> **PROVIDED DATA**:
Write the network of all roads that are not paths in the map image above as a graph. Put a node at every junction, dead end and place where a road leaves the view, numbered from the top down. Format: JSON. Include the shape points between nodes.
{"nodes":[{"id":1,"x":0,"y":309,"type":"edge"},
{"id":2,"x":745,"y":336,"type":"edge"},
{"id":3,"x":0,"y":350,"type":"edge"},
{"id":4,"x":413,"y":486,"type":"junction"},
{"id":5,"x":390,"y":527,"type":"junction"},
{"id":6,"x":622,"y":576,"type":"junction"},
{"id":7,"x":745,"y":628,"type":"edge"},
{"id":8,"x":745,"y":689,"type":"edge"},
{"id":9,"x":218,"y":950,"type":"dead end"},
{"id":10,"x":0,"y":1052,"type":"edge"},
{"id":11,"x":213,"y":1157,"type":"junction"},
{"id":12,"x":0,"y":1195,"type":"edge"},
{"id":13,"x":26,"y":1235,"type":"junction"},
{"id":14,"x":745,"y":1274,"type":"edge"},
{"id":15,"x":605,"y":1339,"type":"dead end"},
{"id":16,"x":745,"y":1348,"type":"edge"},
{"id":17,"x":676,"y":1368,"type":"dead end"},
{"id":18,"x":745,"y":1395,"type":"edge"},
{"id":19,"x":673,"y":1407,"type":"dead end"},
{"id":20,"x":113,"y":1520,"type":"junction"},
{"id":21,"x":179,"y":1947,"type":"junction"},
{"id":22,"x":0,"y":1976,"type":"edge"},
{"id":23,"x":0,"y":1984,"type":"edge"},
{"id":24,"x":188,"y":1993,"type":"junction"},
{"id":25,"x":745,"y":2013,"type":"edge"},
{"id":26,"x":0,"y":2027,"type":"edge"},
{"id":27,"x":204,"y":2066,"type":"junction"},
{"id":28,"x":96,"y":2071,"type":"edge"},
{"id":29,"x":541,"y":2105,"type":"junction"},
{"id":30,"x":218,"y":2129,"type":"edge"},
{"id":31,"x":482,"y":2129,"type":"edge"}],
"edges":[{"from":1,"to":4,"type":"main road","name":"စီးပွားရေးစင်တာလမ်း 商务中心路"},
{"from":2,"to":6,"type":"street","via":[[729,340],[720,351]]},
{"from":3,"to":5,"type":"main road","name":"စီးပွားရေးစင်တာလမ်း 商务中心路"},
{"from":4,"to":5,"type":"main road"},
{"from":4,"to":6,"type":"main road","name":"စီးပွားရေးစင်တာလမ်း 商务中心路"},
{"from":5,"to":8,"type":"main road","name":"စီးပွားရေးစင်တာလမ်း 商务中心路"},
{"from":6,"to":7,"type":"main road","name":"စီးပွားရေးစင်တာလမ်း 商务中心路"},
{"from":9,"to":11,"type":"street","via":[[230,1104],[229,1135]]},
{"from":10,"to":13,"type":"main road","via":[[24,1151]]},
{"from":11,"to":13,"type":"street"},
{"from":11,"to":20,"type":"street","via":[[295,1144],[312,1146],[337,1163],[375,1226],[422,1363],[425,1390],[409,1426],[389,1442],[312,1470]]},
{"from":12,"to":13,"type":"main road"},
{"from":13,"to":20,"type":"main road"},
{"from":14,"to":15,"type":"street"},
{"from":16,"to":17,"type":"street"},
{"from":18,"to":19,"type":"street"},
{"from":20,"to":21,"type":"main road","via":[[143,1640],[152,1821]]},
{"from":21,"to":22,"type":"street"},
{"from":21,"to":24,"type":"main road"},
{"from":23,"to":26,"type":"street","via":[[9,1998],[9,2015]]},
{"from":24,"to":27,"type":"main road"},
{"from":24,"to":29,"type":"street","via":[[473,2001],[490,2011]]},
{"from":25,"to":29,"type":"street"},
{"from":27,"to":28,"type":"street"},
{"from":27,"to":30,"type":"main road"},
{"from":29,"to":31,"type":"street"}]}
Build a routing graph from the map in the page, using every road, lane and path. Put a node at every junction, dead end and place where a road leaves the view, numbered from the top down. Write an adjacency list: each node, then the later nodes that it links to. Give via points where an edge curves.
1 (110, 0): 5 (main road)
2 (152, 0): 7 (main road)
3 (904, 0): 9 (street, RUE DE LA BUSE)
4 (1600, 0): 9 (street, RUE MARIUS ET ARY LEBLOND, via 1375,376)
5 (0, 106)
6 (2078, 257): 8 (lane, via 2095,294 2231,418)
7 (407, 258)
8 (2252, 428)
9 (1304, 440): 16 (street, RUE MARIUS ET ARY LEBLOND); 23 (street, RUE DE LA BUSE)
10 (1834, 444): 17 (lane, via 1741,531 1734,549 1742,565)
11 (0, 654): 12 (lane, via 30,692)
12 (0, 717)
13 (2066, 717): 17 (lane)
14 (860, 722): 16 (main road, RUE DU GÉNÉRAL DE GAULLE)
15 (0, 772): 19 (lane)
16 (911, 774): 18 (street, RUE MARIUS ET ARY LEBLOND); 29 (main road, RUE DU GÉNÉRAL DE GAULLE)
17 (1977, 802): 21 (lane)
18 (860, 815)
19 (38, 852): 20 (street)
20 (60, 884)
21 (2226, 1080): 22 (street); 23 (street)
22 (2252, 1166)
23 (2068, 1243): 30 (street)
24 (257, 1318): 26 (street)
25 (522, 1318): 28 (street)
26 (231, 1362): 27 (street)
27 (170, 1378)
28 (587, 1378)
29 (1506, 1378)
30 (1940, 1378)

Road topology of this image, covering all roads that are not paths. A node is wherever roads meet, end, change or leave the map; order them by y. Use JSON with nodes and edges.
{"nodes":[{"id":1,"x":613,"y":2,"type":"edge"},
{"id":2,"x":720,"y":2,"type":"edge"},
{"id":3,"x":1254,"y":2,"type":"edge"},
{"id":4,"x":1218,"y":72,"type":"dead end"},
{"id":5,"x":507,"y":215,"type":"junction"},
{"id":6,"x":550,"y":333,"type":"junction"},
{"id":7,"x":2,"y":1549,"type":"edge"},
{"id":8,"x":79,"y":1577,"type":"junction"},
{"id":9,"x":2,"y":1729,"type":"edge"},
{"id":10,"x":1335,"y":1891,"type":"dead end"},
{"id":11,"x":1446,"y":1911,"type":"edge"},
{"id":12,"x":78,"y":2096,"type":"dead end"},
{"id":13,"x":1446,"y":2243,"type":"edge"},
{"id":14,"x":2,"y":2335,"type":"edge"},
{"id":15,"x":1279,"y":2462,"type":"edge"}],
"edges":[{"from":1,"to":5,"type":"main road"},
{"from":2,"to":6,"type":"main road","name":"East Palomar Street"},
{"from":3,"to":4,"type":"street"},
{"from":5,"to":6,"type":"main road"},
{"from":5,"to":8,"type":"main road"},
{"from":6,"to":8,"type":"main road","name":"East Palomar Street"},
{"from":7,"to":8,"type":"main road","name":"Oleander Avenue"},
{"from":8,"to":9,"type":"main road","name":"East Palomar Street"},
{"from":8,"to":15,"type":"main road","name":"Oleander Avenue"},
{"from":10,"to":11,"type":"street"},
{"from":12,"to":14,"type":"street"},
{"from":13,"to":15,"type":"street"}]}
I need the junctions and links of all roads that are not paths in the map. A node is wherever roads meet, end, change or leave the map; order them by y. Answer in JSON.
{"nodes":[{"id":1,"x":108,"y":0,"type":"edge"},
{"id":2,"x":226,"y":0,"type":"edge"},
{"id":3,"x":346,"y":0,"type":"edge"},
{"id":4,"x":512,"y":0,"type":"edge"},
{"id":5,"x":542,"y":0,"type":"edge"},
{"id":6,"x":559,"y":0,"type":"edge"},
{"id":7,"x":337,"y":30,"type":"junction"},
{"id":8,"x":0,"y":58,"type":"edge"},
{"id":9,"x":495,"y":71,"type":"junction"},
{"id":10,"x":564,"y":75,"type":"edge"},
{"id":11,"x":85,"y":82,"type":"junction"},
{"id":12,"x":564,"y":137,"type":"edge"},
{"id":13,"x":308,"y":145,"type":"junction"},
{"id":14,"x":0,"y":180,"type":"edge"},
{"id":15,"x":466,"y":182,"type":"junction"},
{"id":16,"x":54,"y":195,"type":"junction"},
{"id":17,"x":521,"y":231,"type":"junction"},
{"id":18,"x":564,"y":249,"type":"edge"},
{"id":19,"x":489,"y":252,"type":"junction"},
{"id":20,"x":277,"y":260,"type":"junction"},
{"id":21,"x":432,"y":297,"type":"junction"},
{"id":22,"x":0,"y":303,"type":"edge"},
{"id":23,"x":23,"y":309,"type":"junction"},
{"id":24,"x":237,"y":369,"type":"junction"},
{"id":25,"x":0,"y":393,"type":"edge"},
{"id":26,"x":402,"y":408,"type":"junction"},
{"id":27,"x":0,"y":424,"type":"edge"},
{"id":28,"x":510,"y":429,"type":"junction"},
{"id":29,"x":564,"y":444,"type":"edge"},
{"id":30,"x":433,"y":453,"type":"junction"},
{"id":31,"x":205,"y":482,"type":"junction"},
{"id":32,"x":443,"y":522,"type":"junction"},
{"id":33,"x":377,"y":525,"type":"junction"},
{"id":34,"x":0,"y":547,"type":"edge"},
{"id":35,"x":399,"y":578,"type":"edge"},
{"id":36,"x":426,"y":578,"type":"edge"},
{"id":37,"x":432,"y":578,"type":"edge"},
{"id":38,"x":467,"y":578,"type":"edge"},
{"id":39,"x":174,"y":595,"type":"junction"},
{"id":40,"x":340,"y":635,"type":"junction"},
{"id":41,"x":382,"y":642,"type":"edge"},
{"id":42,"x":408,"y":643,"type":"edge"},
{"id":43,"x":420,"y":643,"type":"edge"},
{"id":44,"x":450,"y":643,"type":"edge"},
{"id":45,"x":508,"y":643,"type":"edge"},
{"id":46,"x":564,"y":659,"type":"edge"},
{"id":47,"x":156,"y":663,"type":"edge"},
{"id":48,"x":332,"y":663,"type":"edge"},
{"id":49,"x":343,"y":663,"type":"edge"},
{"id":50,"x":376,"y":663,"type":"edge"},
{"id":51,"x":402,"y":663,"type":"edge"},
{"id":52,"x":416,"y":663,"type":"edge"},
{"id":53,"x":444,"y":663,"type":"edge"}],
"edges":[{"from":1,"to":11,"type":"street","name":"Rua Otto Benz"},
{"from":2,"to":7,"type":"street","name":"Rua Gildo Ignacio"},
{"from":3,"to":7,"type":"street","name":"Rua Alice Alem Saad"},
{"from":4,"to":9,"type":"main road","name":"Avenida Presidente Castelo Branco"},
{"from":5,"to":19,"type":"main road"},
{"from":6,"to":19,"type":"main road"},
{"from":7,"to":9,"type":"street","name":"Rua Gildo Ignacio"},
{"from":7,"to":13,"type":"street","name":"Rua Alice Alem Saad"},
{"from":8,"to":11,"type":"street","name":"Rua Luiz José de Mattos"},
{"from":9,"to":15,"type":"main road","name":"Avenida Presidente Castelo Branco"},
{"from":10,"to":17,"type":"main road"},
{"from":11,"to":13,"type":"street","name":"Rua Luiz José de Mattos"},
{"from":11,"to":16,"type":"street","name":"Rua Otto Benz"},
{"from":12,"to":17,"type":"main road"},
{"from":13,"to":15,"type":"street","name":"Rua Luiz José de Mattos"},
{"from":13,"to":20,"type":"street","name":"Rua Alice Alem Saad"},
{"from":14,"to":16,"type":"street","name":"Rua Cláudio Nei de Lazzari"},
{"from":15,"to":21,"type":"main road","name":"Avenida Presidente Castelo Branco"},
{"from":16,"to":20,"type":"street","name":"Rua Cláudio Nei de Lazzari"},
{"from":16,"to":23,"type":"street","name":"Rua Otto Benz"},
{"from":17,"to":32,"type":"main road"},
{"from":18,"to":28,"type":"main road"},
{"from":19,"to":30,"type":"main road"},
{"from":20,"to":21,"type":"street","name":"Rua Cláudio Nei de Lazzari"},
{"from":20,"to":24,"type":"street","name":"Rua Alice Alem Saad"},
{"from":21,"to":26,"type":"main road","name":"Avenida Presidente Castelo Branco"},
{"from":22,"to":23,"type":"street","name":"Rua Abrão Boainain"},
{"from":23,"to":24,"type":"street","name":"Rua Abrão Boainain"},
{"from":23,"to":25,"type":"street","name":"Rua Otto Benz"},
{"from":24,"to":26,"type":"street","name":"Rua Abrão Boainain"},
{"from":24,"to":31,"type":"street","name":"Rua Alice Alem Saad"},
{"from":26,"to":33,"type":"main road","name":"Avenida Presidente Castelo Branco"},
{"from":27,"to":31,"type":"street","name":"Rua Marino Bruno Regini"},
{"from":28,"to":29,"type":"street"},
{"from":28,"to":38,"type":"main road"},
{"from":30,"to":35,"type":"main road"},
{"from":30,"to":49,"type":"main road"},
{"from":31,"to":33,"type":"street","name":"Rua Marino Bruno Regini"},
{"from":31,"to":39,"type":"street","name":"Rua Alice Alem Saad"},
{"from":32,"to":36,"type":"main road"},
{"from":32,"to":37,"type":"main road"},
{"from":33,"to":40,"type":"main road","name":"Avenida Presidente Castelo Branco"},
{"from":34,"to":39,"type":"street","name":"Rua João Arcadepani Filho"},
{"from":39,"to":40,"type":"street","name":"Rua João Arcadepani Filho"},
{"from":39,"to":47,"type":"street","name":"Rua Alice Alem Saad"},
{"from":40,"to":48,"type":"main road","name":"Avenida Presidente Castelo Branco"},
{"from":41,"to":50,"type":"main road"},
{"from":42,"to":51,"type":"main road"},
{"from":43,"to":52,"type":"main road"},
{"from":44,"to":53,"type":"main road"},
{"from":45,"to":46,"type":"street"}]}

> **TASK DIRECTIONS**:
Once a line of the records is found to contain "paths", copy it out.

> **TASK RESPONSE**:
Write the network of all roads that are not paths in the map image above as a graph. Put a node at every junction, dead end and place where a road leaves the view, numbered from the top down. Format: JSON. Include the shape points between nodes.
Road topology of this image, covering all roads that are not paths. A node is wherever roads meet, end, change or leave the map; order them by y. Use JSON with nodes and edges.
I need the junctions and links of all roads that are not paths in the map. A node is wherever roads meet, end, change or leave the map; order them by y. Answer in JSON.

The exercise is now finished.